On 19-Jul-07, at 2:49 PM, Yonik Seeley wrote:

> Does anyone have a good idea how to go about searching for
> concatenated tokens?
>
> Say that the index has "painkiller" and the user types in
> "pain killer" (without the quotes).
>
> If one were using the standard request handler, the easiest would be
> to have the client handle it by sending in both variants:
> pain OR killer OR painkiller
>  or a variant like
> "pain killer" OR painkiller
>
> But is there any answer when using dismax?
> Requiring the client to send in pain killer painkiller seems like it
> may decrease relevance too much if you currently use "pf" (phrase
> fields) since the phrase "pain killer painkiller" isn't going to match
> anything.
>
> Thoughts?

Yes, pf should be replaced by a word proximity query that doesn't
require all words to match :)


Some other quick ideas:
1) client issues two separate queries... "pain killer" and
"painkiller" and merges
  results.
2) dismax parameter that throws word catenations into the MaxDisjunction:
  "a b c" would also search for ab and bc.

-Yonik


Re: dismax catenated token search

2007-07-19 Thread Mike Klaas


On 19-Jul-07, at 2:49 PM, Yonik Seeley wrote:

Does anyone have a good idea how to go about searching for  
concatenated tokens?


Say that the index has "painkiller" and the user types in
"pain killer" (without the quotes).

If one were using the standard request handler, the easiest would be
to have the client handle it by sending in both variants:
pain OR killer OR painkiller
 or a variant like
"pain killer" OR painkiller

But is there any answer when using dismax?
Requiring the client to send in pain killer painkiller seems like it
may decrease relevance too much if you currently use "pf" (phrase
fields) since the phrase "pain killer painkiller" isn't going to match
anything.

Thoughts?


Yes, pf should be replaced by a word proximity query that doesn't  
require all words to match :)


-Mike


dismax catenated token search

2007-07-19 Thread Yonik Seeley

Does anyone have a good idea how to go about searching for concatenated tokens?

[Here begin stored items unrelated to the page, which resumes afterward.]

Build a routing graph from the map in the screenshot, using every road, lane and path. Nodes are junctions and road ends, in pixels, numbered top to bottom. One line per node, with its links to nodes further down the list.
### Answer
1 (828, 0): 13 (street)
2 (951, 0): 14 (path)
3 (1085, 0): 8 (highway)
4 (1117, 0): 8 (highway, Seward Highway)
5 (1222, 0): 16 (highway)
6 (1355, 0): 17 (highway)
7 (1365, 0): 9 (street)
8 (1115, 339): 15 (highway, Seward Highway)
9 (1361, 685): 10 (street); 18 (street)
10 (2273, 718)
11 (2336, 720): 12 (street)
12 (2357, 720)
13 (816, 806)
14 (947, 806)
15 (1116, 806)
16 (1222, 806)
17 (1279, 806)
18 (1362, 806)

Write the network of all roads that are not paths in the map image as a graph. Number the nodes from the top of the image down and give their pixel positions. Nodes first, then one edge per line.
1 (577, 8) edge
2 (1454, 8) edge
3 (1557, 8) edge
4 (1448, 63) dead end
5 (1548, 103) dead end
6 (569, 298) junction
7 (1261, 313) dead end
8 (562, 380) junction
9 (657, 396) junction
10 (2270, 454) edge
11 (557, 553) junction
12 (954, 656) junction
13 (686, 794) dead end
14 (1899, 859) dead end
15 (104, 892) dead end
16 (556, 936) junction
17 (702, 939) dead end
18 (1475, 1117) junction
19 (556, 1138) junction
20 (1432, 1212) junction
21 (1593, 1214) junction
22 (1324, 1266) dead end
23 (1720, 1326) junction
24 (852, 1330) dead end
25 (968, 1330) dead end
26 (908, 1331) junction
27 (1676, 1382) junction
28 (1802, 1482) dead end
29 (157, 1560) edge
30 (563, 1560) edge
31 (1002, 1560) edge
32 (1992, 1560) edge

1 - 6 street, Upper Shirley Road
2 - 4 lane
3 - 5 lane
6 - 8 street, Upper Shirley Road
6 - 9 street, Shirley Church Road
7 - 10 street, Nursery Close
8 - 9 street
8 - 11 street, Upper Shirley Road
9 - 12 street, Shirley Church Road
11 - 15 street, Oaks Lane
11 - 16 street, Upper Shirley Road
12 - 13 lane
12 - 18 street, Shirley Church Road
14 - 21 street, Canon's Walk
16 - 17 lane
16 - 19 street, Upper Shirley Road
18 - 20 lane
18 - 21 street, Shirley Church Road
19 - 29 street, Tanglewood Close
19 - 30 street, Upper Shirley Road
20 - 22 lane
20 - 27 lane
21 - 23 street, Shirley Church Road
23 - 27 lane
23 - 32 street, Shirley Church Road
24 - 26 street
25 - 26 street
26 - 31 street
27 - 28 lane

Say that the index has "painkiller" and the user types in
"pain killer" (without the quotes).

If one were using the standard request handler, the easiest would be
to have the client handle it by sending in both variants:
pain OR killer OR painkiller
 or a variant like
"pain killer" OR painkiller

But is there any answer when using dismax?
Requiring the client to send in pain killer painkiller seems like it
may decrease relevance too much if you currently use "pf" (phrase
fields) since the phrase "pain killer painkiller" isn't going to match
anything.

Thoughts?

-Yonik